I will buy a house the day I can afford one without entering into a 15 or 30 year slave contract, sorry "mortgage."

Supplying credit/debt at easy terms only serves to allow all parties on the selling end to justify raising prices as much as they can get away with.

Abraham Snake's picture

Many counties in the metropolitan Atlanta area have ratcheted up the already hostile GA State environment for illegal immigrants. So many immigrant families are moving out to other states, and taking their demand for Atlanta area housing and commercial leases with them.

Damn .... 1997 price levels ... that appears to mean that the majority of Atlanta homeowners are underwater.

Meremortal's picture

After 40 years in real estate I havbe learned that there is no such thing as the American housing market. There are about 240 submarkets around the country, and different conditions rule in them. In Denver, inventory is down over 40% in the last 12 months. Market supply has dropped from over 9 months to 3.4 in one year. We are getting multiple offers, some above the listed price, on homes in good condition.

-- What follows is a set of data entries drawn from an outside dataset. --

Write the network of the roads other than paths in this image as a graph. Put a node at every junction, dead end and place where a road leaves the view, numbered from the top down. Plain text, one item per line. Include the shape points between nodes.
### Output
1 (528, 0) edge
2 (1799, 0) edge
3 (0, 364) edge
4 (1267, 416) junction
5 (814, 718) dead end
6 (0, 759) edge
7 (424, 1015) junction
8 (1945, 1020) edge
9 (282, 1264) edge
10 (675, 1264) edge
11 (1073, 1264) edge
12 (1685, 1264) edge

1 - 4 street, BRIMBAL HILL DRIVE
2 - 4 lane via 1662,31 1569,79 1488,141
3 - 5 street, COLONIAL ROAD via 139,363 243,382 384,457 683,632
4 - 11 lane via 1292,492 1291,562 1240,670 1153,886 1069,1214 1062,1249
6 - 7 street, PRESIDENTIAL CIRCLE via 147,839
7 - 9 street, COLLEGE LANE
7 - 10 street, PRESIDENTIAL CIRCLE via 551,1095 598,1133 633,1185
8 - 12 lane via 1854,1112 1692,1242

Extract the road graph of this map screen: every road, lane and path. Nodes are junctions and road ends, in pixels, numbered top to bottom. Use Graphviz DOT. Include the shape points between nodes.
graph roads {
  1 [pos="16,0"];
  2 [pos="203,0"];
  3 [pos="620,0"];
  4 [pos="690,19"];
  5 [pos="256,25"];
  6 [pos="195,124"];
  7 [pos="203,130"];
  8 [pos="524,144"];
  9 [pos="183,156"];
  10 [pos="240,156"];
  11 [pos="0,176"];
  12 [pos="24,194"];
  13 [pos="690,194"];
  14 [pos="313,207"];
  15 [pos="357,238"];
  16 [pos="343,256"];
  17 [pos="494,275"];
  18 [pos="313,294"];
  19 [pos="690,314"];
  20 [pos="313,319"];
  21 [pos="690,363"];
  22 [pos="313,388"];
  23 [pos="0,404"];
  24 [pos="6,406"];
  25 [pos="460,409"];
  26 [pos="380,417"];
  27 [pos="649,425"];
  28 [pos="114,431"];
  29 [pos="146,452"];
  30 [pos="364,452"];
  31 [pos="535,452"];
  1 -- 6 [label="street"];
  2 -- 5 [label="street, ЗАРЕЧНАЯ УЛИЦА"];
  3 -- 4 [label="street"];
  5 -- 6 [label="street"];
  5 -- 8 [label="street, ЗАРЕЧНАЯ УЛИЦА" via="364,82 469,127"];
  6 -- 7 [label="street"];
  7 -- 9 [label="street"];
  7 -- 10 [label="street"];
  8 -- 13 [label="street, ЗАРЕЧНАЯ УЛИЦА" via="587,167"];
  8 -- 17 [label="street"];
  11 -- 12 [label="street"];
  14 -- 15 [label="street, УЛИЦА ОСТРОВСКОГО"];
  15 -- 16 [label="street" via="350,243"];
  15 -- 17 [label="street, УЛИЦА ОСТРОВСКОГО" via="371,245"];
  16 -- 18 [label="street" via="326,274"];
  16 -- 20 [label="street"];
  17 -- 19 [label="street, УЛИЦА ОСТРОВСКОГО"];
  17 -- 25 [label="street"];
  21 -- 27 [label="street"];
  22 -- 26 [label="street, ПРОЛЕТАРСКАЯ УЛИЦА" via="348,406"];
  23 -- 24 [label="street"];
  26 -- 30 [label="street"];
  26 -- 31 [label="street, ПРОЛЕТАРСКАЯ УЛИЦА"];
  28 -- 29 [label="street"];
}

If President GreenBrain would unfetter the energy market, we would see the economy and housing improve quickly. Lack of jobs is all that is holding most submarkets back from a huge boom. There is a lot of pent-up demand, inventory is falling in many submarkets, and interest rates are at record lows. New home construction has been very low for some time. These conditions will breed a housing shortage quickly when and if jobs come back.

Obama is working every day to make sure that doesn't happen. 


cranky-old-geezer's picture



These conditions will breed a housing shortage quickly when and if jobs come back.

They're not coming back.

WmMcK's picture

"In Denver, inventory is down over 40% in the last 12 months. Market supply has dropped from over 9 months to 3.4 in one year. We are getting multiple offers, some above the listed price, on homes in good condition." Long Castle Rock and the Springs. (Short Monument, weather sucks.)

Bansters-in-my- feces's picture

Just wondering if you know how that Mark to Market thingy is going for the banks...?

Oh ya....

Iam_Silverman's picture

"After 40 years in real estate"  "There is a lot of pent-up demand, inventory is falling in many submarkets, and interest rates are at record lows."

Thank You Larence Yun.

Oh, you forgot the tagline "there has never been a better time to buy".

eatthebanksters's picture

it's been 32 years in the biz for me and you are right on Meremortal.

RECISION's picture

 There is a lot of pent-up demand

Define "pent up demand".

I am sure there are lots of people that would love a home of their own.  

But without the cash, then that = Zero demand.

Cole Younger's picture

I think you have a short memory like most people do..The foreclosure fraud put a stop to just about all foreclosure proceedings nation wide. Now that the government made a deal with the banks, your inventory will grow and those who are buying now will take a hit..

Rainman's picture

Fannie and Freddie could bleed out another $ 200 billion in losses by the end of 2014.....backstopped by what's left of the taxpaying commoners, of course.

SmittyinLA's picture

We're just beginning the greatest housing bubble sell off of all time and its not triggered by "the economy" but natural population demographics and federal elderly subsidy policies.

Funny they call LA CA a "mid tier" market but when you look at the demographics you find 2 groups, elderly White homeowners in homes that are already paid off on fixed incomes backed by massive debt promises and millions of unskilled uneducated low wage immigrants on the dole sitting on upsidedown mortagages they don't have a prayer of making, to me that's not "mid tier", that's "low wage fixed income" dependent upon a continuing flow of subsidy capital from "other people".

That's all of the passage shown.